▶ TASK TO COMPLETE
The required output is the line containing "Serialize what can" followed by every later line through the end of the data, all reproduced exactly.

Data items:
++++++

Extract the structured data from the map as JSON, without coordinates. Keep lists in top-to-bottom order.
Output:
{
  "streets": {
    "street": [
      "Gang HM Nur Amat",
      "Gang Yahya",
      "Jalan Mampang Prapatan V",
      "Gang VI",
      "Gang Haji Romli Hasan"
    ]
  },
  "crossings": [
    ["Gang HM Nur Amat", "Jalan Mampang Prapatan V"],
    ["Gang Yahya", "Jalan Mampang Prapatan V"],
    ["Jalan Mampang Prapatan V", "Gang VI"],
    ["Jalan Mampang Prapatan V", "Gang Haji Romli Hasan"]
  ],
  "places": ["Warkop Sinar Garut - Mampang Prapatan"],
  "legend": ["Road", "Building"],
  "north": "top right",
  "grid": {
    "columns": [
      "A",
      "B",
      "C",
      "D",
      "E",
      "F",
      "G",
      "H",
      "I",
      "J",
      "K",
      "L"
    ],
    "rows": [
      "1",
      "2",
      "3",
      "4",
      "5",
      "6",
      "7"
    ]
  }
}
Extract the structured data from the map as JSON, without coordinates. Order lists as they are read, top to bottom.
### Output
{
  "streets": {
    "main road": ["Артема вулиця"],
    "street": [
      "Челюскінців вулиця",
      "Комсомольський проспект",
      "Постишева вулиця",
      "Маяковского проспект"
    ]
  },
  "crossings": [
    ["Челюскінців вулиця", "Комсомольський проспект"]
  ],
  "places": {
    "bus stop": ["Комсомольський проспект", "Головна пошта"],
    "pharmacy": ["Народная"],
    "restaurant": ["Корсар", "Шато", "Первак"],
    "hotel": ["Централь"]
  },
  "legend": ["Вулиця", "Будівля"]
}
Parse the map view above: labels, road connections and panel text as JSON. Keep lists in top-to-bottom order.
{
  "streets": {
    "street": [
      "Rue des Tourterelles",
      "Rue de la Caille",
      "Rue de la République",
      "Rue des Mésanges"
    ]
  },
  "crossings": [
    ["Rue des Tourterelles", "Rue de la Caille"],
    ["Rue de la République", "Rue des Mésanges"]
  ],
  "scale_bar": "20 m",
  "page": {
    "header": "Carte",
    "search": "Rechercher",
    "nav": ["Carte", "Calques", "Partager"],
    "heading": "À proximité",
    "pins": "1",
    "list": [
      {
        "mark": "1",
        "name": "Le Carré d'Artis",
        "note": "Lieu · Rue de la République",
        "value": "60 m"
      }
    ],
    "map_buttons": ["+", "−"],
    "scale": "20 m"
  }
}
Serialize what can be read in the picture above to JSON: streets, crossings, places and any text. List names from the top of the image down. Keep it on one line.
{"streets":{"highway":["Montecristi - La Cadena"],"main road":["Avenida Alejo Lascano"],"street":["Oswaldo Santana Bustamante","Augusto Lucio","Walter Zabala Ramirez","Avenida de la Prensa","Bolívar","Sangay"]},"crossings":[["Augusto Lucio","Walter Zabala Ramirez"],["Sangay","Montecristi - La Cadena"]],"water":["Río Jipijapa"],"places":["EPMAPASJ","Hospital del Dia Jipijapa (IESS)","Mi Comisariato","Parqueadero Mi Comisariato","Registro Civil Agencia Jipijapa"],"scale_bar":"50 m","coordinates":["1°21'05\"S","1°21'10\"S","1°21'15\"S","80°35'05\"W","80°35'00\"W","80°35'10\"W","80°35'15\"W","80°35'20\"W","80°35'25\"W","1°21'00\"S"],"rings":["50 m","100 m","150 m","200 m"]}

++++++

▶ RESPONSE
Serialize what can be read in the picture above to JSON: streets, crossings, places and any text. List names from the top of the image down. Keep it on one line.
{"streets":{"highway":["Montecristi - La Cadena"],"main road":["Avenida Alejo Lascano"],"street":["Oswaldo Santana Bustamante","Augusto Lucio","Walter Zabala Ramirez","Avenida de la Prensa","Bolívar","Sangay"]},"crossings":[["Augusto Lucio","Walter Zabala Ramirez"],["Sangay","Montecristi - La Cadena"]],"water":["Río Jipijapa"],"places":["EPMAPASJ","Hospital del Dia Jipijapa (IESS)","Mi Comisariato","Parqueadero Mi Comisariato","Registro Civil Agencia Jipijapa"],"scale_bar":"50 m","coordinates":["1°21'05\"S","1°21'10\"S","1°21'15\"S","80°35'05\"W","80°35'00\"W","80°35'10\"W","80°35'15\"W","80°35'20\"W","80°35'25\"W","1°21'00\"S"],"rings":["50 m","100 m","150 m","200 m"]}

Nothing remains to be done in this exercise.